Mertens is a town in Hill County, Texas, United States. It is located along State Highway 22. The population was 144 at the 2020 census.

==Geography==

Mertens is located in eastern Hill County in Central Texas. The eastern border of the town in part is the Navarro County line. Via Highway 22, Hillsboro (the Hill county seat) is 14 mi to the west and Corsicana is 26 mi to the east.

According to the United States Census Bureau, Mertens has a total area of 1.1 km2, of which 1987 sqm, or 0.18%, are water.

==Historical development==
The first settlers arrived at this location in the late 1880s. During this time, the St. Louis Southwestern Railway was constructed through the area on its way from Corsicana to Hillsboro. The town's name originated from the engineer's wife of the first train that traveled though. In 1888, the post office opened, and within four years a bank was established, with the population just above 75 residents. The International–Great Northern Railroad reached the community on its way from Italy to Malone during this time, creating a crossroads with the railways. The town became incorporated in 1914, with electric power reaching the city the year after.

==Demographics==

As of the census of 2000, there were 146 people, 58 households, and 42 families residing in the town. The population density was 332.3 PD/sqmi. There were 65 housing units at an average density of 148.0 /sqmi. The racial makeup of the town was 84.25% White, 4.11% Native American, 10.96% from other races, and 0.68% from two or more races. Hispanic or Latino of any race were 17.81% of the population.

There were 58 households, out of which 27.6% had children under the age of 18 living with them, 60.3% were married couples living together, 8.6% had a female householder with no husband present, and 25.9% were non-families. 25.9% of all households were made up of individuals, and 15.5% had someone living alone who was 65 years of age or older. The average household size was 2.52 and the average family size was 2.98.

In the town, the population was spread out, with 25.3% under the age of 18, 6.2% from 18 to 24, 24.7% from 25 to 44, 24.0% from 45 to 64, and 19.9% who were 65 years of age or older. The median age was 40 years. For every 100 females, there were 111.6 males. For every 100 females age 18 and over, there were 91.2 males.
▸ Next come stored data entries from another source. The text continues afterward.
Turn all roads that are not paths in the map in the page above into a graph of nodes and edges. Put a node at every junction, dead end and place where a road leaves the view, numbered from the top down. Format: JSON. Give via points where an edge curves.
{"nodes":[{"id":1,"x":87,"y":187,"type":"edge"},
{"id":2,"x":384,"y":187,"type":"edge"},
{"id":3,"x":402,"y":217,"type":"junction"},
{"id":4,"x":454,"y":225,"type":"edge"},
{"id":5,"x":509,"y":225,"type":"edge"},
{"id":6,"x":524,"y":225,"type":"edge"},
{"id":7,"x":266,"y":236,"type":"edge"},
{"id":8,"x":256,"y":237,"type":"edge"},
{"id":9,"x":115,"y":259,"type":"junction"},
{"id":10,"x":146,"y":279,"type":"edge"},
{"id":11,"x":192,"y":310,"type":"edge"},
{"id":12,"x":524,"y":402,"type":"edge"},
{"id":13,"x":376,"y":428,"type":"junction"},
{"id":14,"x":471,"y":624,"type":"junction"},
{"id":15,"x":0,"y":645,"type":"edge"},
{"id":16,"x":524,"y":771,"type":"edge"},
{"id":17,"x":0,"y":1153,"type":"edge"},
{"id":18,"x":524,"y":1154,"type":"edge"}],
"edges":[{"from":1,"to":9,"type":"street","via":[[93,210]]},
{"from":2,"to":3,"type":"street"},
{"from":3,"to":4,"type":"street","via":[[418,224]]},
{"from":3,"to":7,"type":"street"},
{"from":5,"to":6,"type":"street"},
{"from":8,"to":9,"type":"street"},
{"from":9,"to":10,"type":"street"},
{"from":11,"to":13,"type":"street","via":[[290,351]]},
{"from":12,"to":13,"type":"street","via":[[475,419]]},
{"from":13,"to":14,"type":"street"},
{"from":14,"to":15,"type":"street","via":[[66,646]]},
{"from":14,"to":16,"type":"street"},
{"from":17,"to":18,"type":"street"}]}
The median income for a household in the town was $31,250, and the median income for a family was $36,667. Males had a median income of $29,500 versus $21,250 for females. The per capita income for the town was $13,422. There were 12.0% of families and 23.4% of the population living below the poverty line, including 51.4% of under eighteens and 13.2% of those over 64.

Historical population
| Census | Pop. | Note | %± |
| 1920 | 342 |  | — |
| 1930 | 338 |  | −1.2% |
| 1940 | 251 |  | −25.7% |
| 1950 | 210 |  | −16.3% |
| 1960 | 104 |  | −50.5% |
| 1970 | 109 |  | 4.8% |
| 1980 | 133 |  | 22.0% |
| 1990 | 104 |  | −21.8% |
| 2000 | 146 |  | 40.4% |
| 2010 | 125 |  | −14.4% |
| 2020 | 144 |  | 15.2% |
U.S. Decennial Census 2020 Census

==Education==
Mertens is served by the Frost Independent School District.